Wednesday, August 01, 2018

Blockchain 101 for Developers - Part 1

What problem does Blockchain address?
(In very simple terms) Blockchain primarily addresses aspects of record keeping across multiple, distributed peers such that trust between them is no longer an issue and no central authority is needed either.

In today’s world, each organization/ peer participating in a business network performs its own bookkeeping of facts of interest. For example, a car manufacturer would have its own data related to the cars manufactured and a car distributor/ reseller will have its own data---even through there are overlaps and they might be talking about the same asset (i.e., a specific car). Same goes for financial institutions---each bank will have its own data. Such silos definitely need either central authorities/ middle-man who everyone can trust as well as settlements and reconciliation processes to iron out conflicts.

Blockchain addresses all these problems by acting as a distributed ledger, which everyone can trust and have access to.

Bitcoin uses blockchain to record facts related to “coins” and their “transfers”; the interaction is from peer to peer and there is no central authority.
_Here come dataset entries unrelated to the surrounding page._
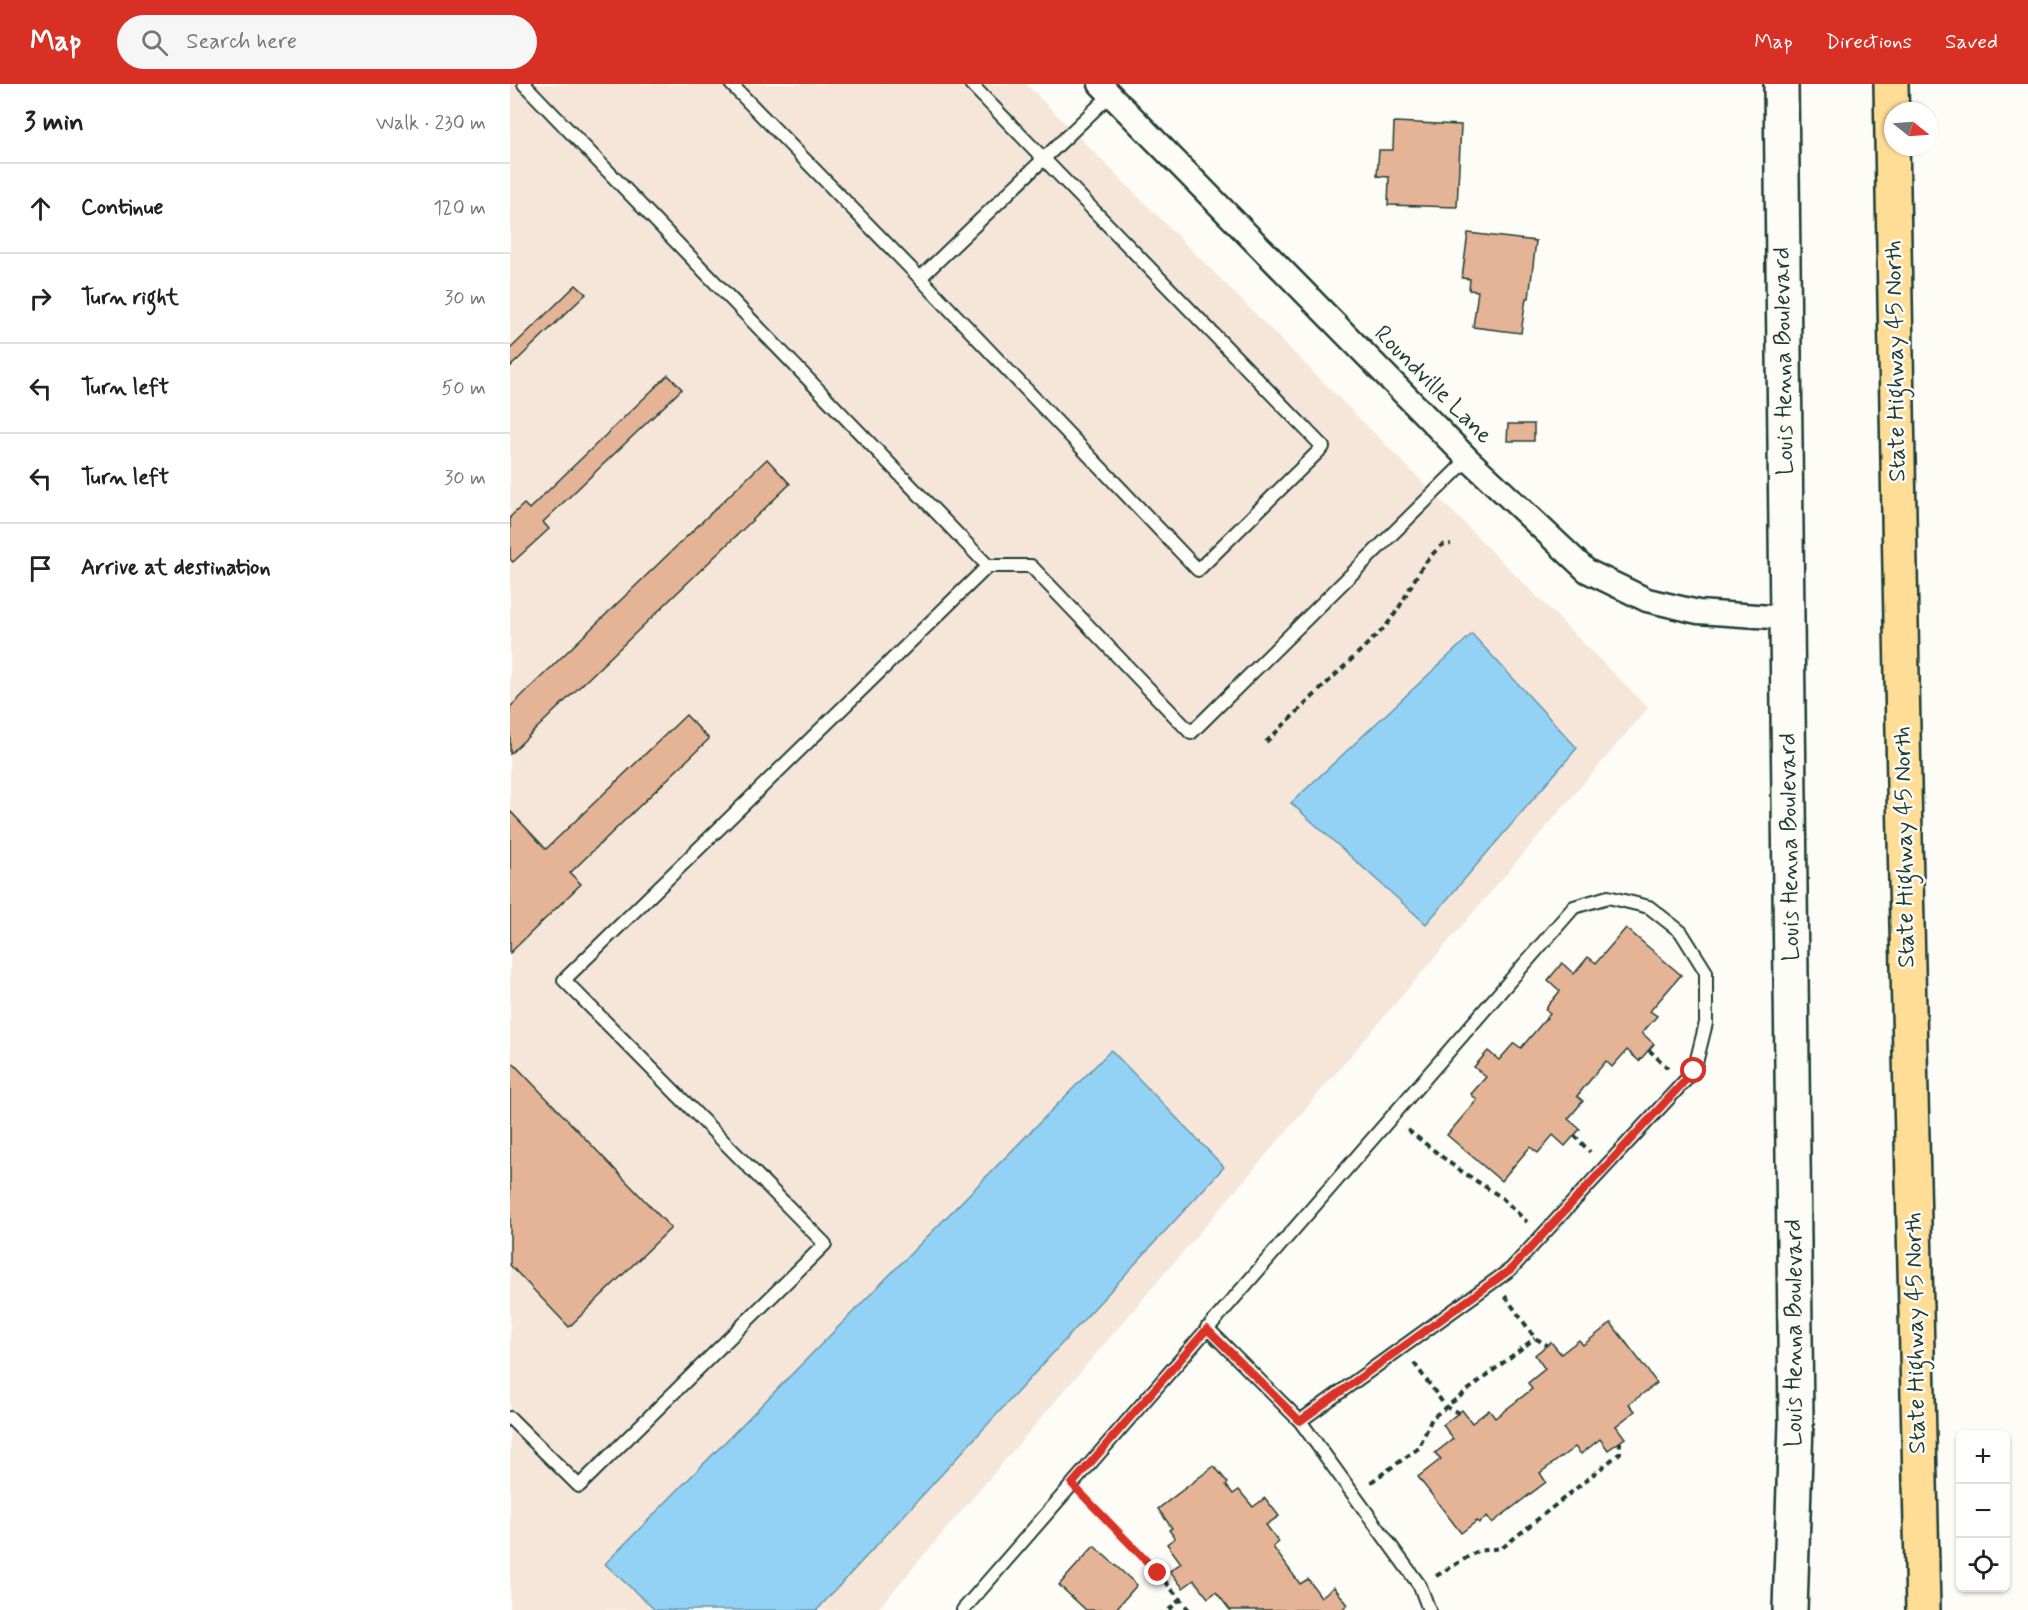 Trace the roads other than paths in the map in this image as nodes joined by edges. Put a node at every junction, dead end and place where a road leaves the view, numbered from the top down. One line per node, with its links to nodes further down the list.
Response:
1 (524, 84): 10 (lane)
2 (731, 84): 8 (lane)
3 (971, 84): 7 (lane)
4 (1780, 84): 11 (main road, Louis Henna Boulevard)
5 (1891, 84): 18 (highway, State Highway 45 North)
6 (1105, 90): 7 (lane); 9 (street, Roundville Lane)
7 (1043, 159): 8 (lane); 8 (lane)
8 (920, 278)
9 (1468, 459): 10 (lane); 11 (street, Roundville Lane)
10 (988, 566): 13 (lane)
11 (1787, 618): 17 (main road, Louis Henna Boulevard)
12 (1207, 1329): 14 (lane); 14 (lane); 15 (lane)
13 (510, 1418)
14 (1300, 1421): 16 (lane)
15 (963, 1610)
16 (1429, 1610)
17 (1790, 1610)
18 (1923, 1610)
But the technology itself is much more than what I have just stated.

How does blockchain do that?
Blockchain is, no pun intended, blocks chained together. Each block contains certain facts, and the entire chain is (usually) replicated across all peers and it is immutable.

For people with data structures (computer science) background, the chain can be thought of as a doubly linked list with an additional property of immutability.

Immutability? What? Why?
Immutability means that you cannot practically change a block, once it is added to the chain. This is achieved by using hash functions (one-way functions from cryptography). Each block contains a hash value generated from the facts in that block as well as the hash of the previous block. Therefore, modifications to a block is not possible unless all blocks from that point onwards are rewritten, which is not feasible as other peers also contain a copy of the entire blockchain.

Since blockchain is immutable, nobody needs to worry about fraud/ trust issues as long as no participant has more than 50% of the computational power in the network; more on that later.

In addition to immutability, blockchain also implicitly means decentralisation by employing a consensus protocol.

Consensus? On what and how?
Consensus on which block gets added next to the chain. In bitcoin, this is achieved by using some aspects of game theory and is termed as proof of work. All peers compete to add the next block to the chain and they have to solve a (useless) mathematical puzzle with each block they want to add to the chain. Solving this puzzle is a computationally intensive work and introduces a sort of randomness to who among all the peers gets to add the next block. Whoever creates a valid block broadcasts it to everyone else. In bitcoin, the peer who successfully creates a new block is said to be a miner and they are rewarded with some fresh bitcoins (said to be mined in the process).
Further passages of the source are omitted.